Last week, the ECB reported that 2021 was already one of the most expensive years for extreme weather events.

Although extreme floods, such as the one that hit the Ahr-valley in Germany and Belgium and the Netherlands, are visible examples of climate and environmental risk, with damage expected to cost up to €10bn - climate shocks can impact the financial system in a variety of ways.

So-called "transition risks", or stranded assets, stem from investments in companies that will become obsolete once people shift to sustainable alternatives.
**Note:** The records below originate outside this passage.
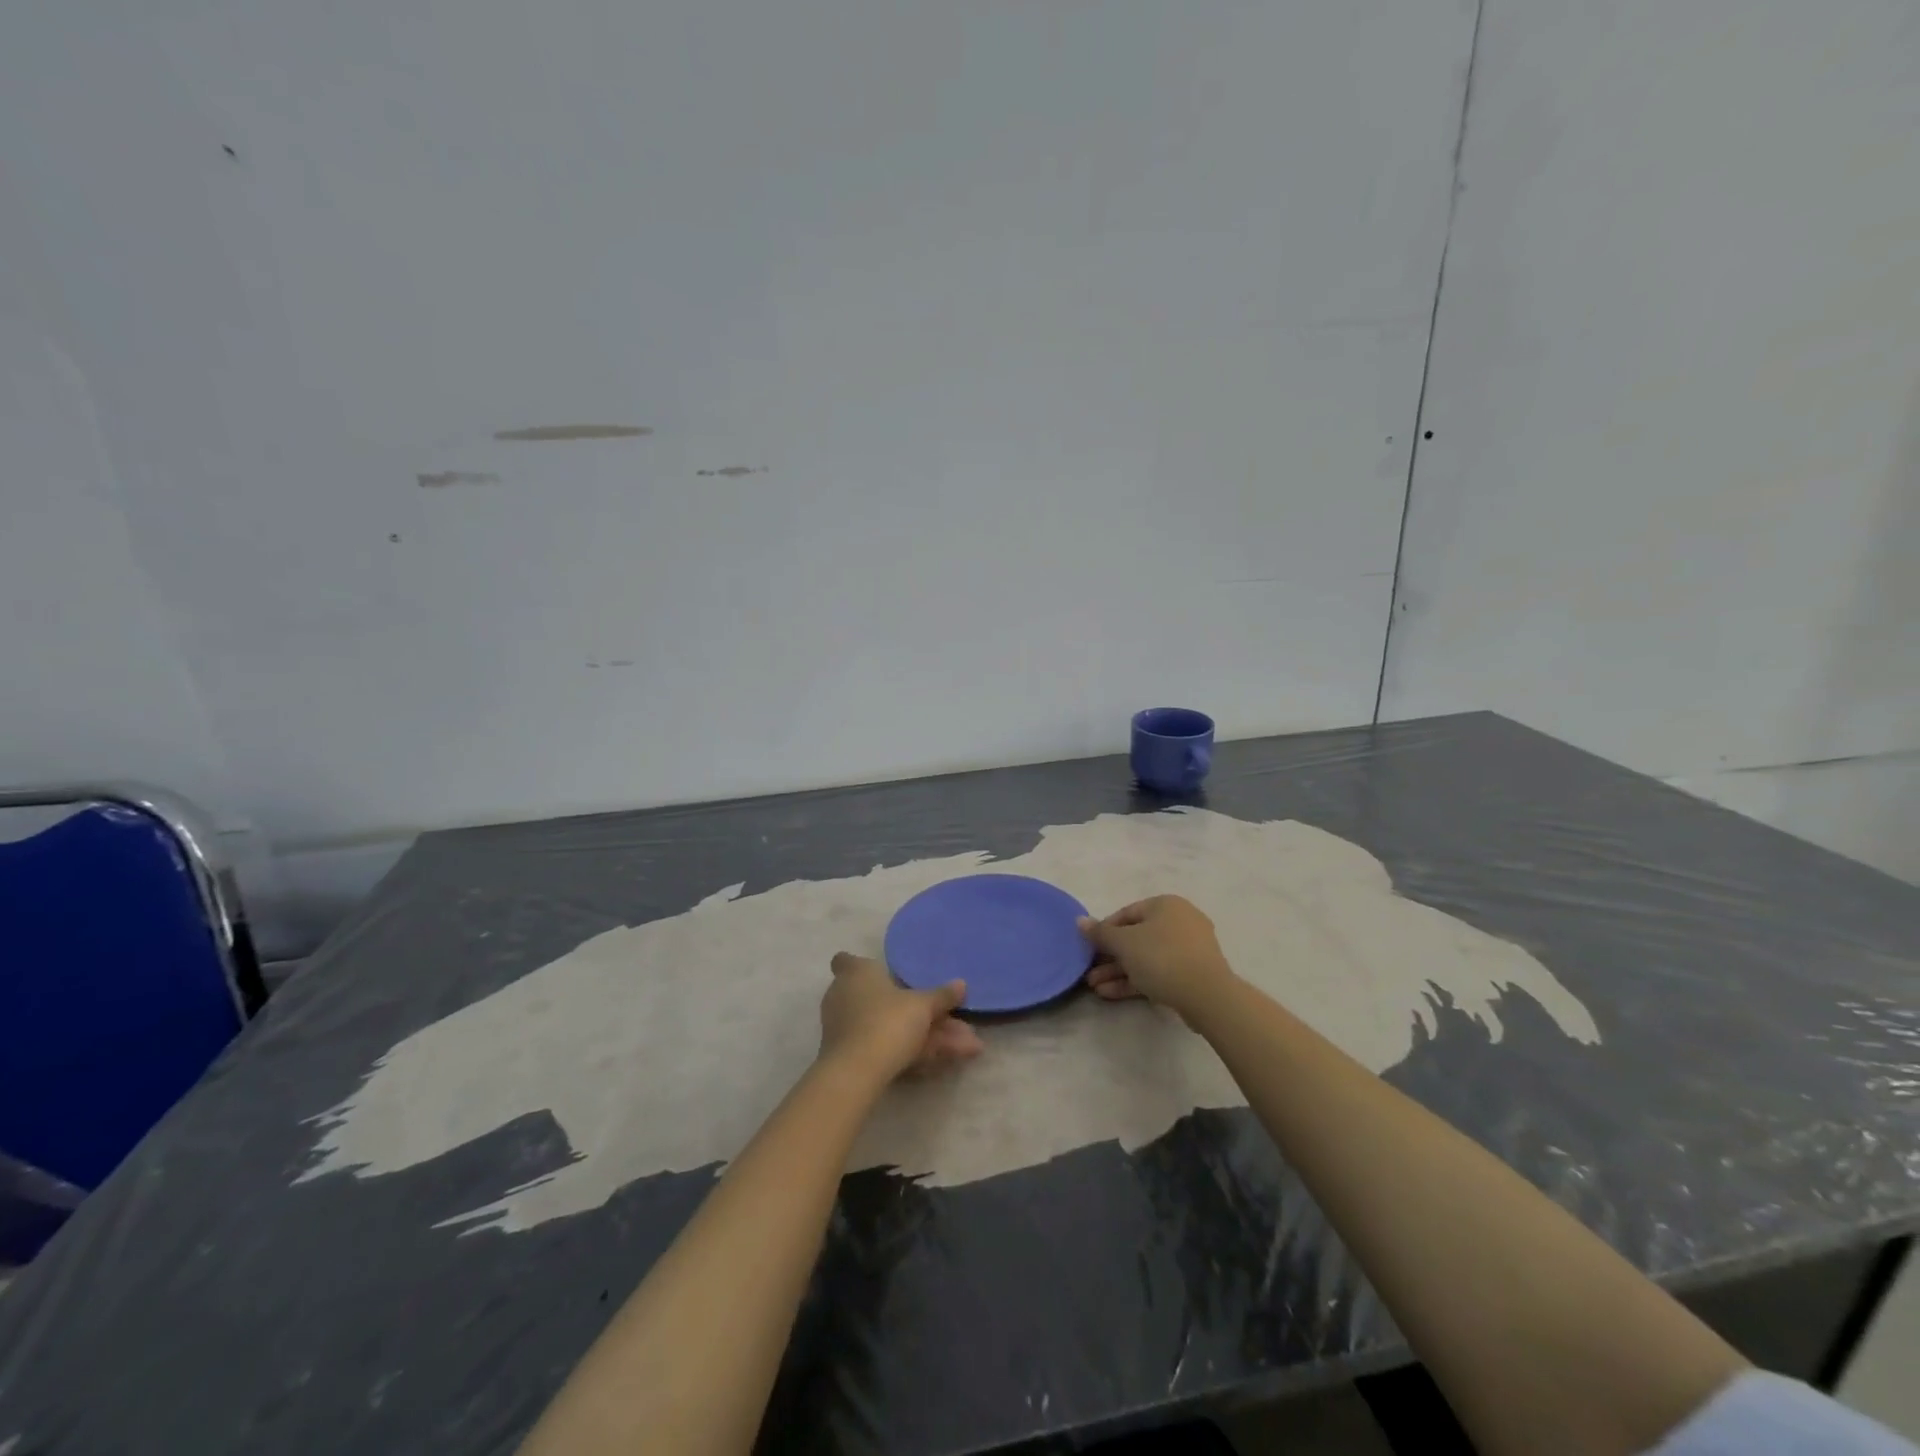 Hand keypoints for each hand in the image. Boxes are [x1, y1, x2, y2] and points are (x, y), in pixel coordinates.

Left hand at [819, 953, 984, 1082]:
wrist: (857, 1073)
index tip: (883, 974)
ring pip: (891, 1027)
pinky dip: (914, 1052)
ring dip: (928, 1037)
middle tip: (953, 1021)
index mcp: (856, 973)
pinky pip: (887, 1047)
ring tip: (966, 1047)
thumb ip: (941, 996)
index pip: (846, 960)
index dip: (862, 966)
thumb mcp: (922, 1006)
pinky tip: (946, 1062)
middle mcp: (845, 997)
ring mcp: (847, 1029)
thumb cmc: (887, 1022)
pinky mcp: (851, 1057)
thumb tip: (961, 984)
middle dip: (920, 1013)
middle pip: (884, 1000)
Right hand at [1079, 895, 1234, 1016]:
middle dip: (1109, 957)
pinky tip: (1111, 994)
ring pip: (1146, 957)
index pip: (1126, 913)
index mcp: (1165, 905)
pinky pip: (1159, 972)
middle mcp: (1179, 921)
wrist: (1207, 995)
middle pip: (1136, 938)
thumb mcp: (1124, 943)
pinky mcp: (1192, 973)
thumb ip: (1100, 933)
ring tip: (1095, 987)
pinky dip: (1136, 980)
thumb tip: (1079, 920)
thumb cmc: (1161, 957)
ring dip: (1119, 971)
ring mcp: (1189, 949)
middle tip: (1090, 972)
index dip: (1104, 930)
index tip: (1088, 948) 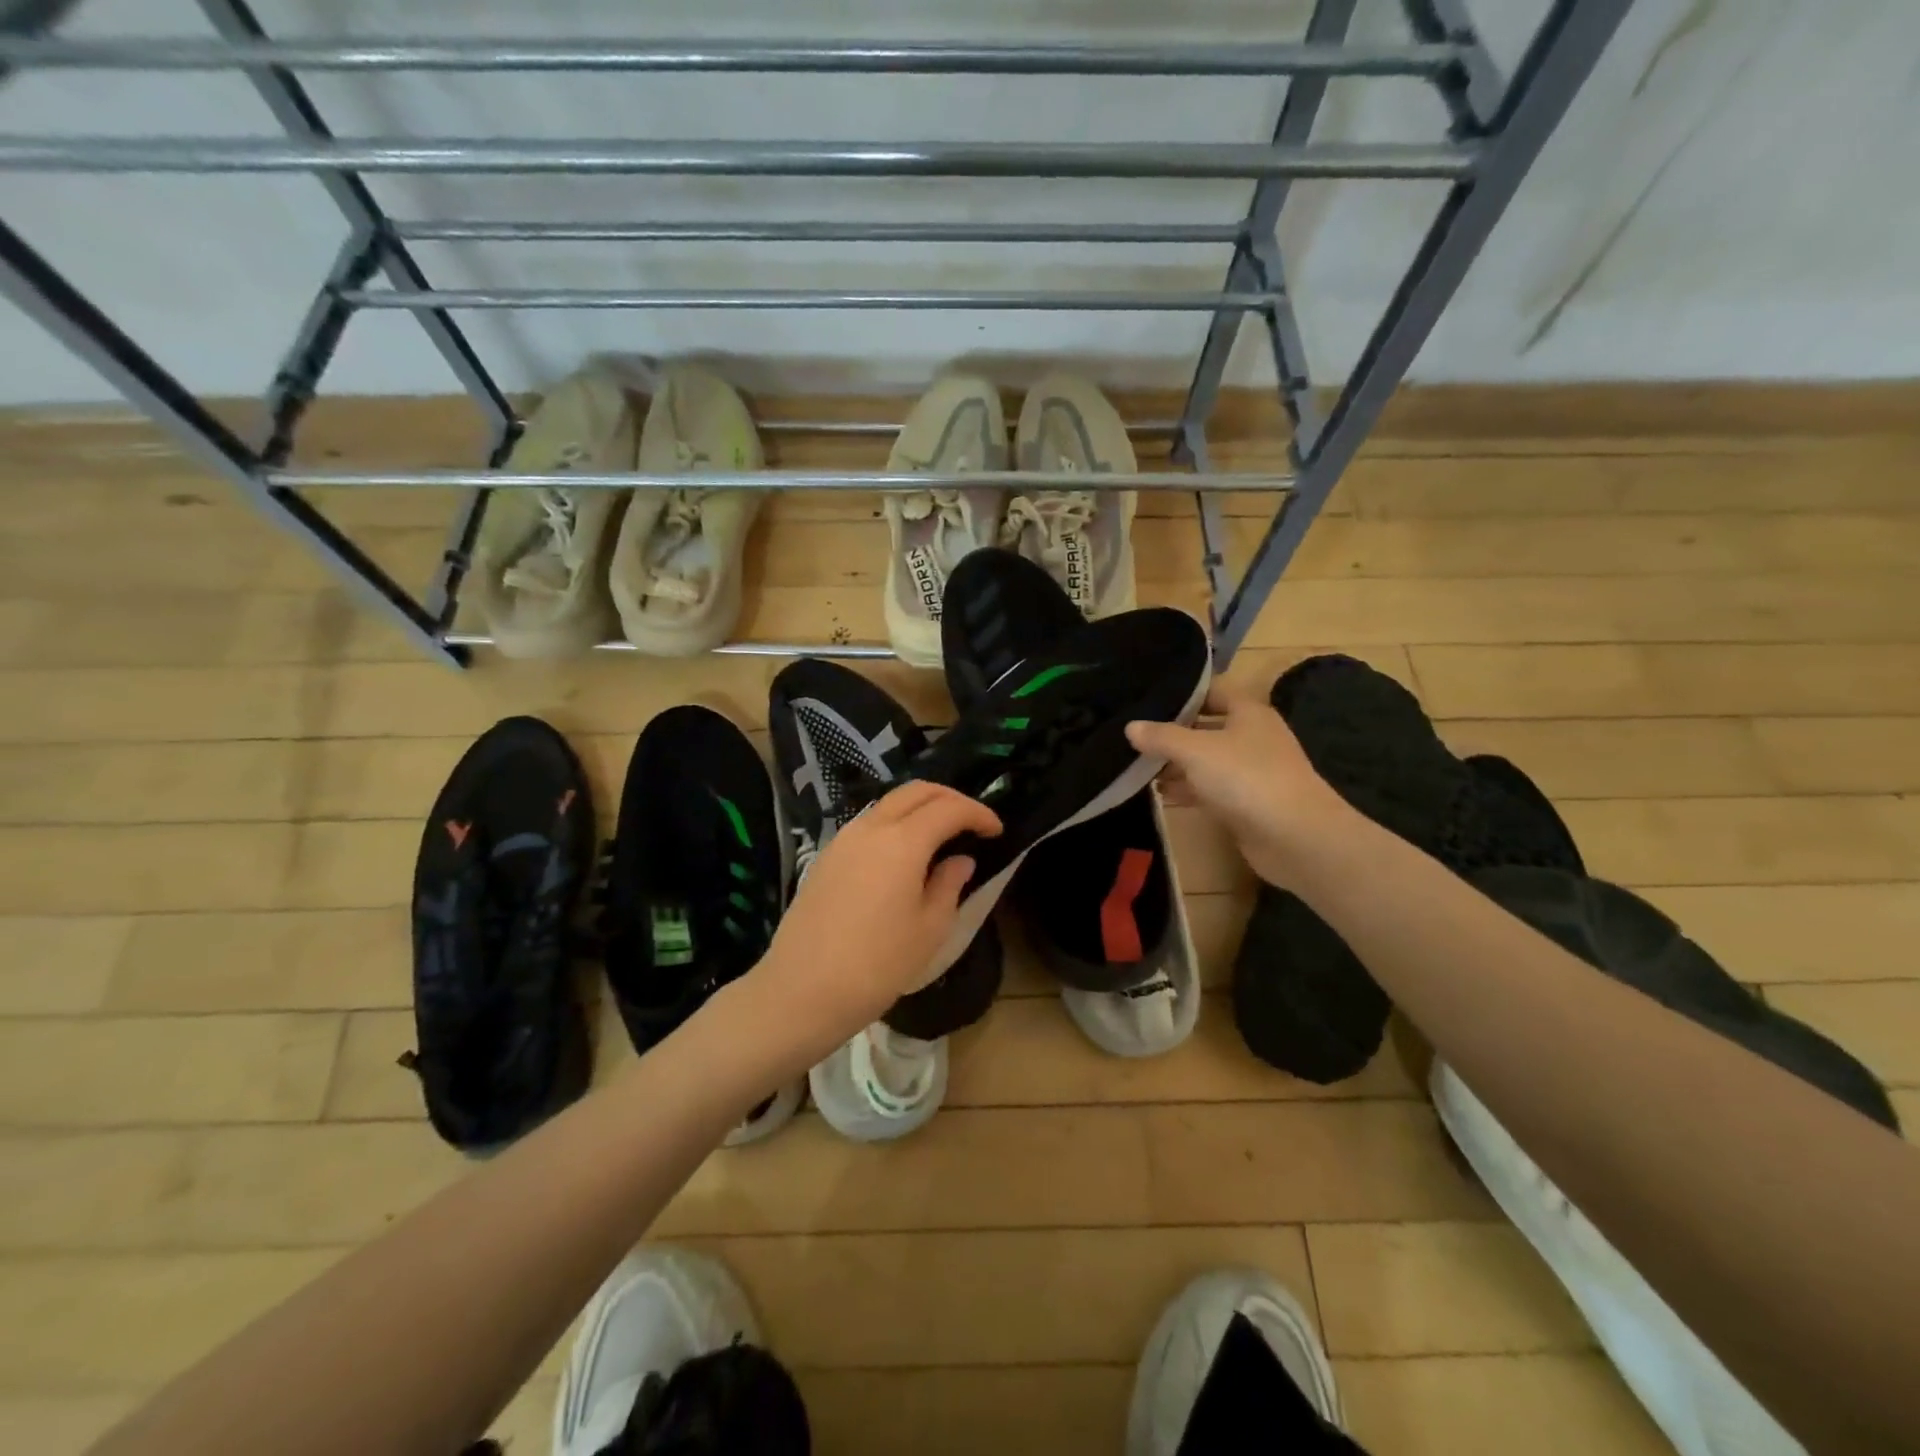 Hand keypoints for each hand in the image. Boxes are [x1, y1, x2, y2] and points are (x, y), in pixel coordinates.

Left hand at [749, 781, 1001, 1063]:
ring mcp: (843, 839)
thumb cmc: (877, 965)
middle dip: (949, 798)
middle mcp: (871, 827)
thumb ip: (949, 885)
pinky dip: (895, 824)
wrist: (801, 990)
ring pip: (889, 804)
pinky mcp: (826, 857)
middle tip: (972, 821)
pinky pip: (869, 824)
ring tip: (941, 835)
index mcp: (903, 841)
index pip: (949, 808)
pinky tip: (904, 854)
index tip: (997, 831)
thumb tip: (960, 860)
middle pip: (916, 792)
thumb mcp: (929, 929)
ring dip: (920, 808)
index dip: (978, 813)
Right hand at [1126, 678, 1354, 889]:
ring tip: (1139, 766)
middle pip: (1207, 727)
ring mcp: (1252, 772)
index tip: (1149, 698)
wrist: (1295, 837)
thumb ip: (1161, 737)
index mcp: (1249, 713)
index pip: (1213, 691)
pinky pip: (1211, 789)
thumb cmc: (1246, 778)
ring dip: (1178, 764)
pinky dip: (1188, 790)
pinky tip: (1160, 794)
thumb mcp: (1196, 751)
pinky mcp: (1247, 803)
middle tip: (1135, 735)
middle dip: (1174, 732)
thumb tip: (1130, 727)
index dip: (1184, 692)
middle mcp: (1253, 737)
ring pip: (1207, 761)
Coal assets, or extensive gas infrastructure, can pose such a risk.

The 29 largest energy-suppliers in Europe and the UK risk a potential loss of investment amounting up to €114bn, EUobserver recently reported.

Another way climate change can pose a risk is through environmental degradation and loss of biodiversity.

A recent study by the Central Bank of the Netherlands (DNB) found that Dutch financial institutions are exposed to €510bn in risk from companies dependent on ecosystem services and biodiversity.

'Green Swan' event

Extreme environmental or climate-induced shocks can also cause a global financial crisis.

Covid-19 is an external shock that, like climate change, is "related to a change in our ecosystem" and has been described by the Bank of International Settlements (BiS) as a "green swan event" in a report published in January 2020.

Green finance will need to prevent these risks from materialising.

However, "integrating climate-related risk analysis into financial stability monitoring is particularly challenging because…traditional backwards-looking risk assessments cannot accurately anticipate the form that climate-related risks will take," the BiS wrote in its report.

According to Elderson and the ECB, banks will need to move to a planned phase-out of fossil fuel investments.

The ECB plans to do a EU-wide stress next year, which will look at the carbon intensity of outstanding loans and the supervised banks' ability to withstand financial outfall from environmental or climate change shocks.

Banks that perform poorly in the stress test may face higher capital requirements.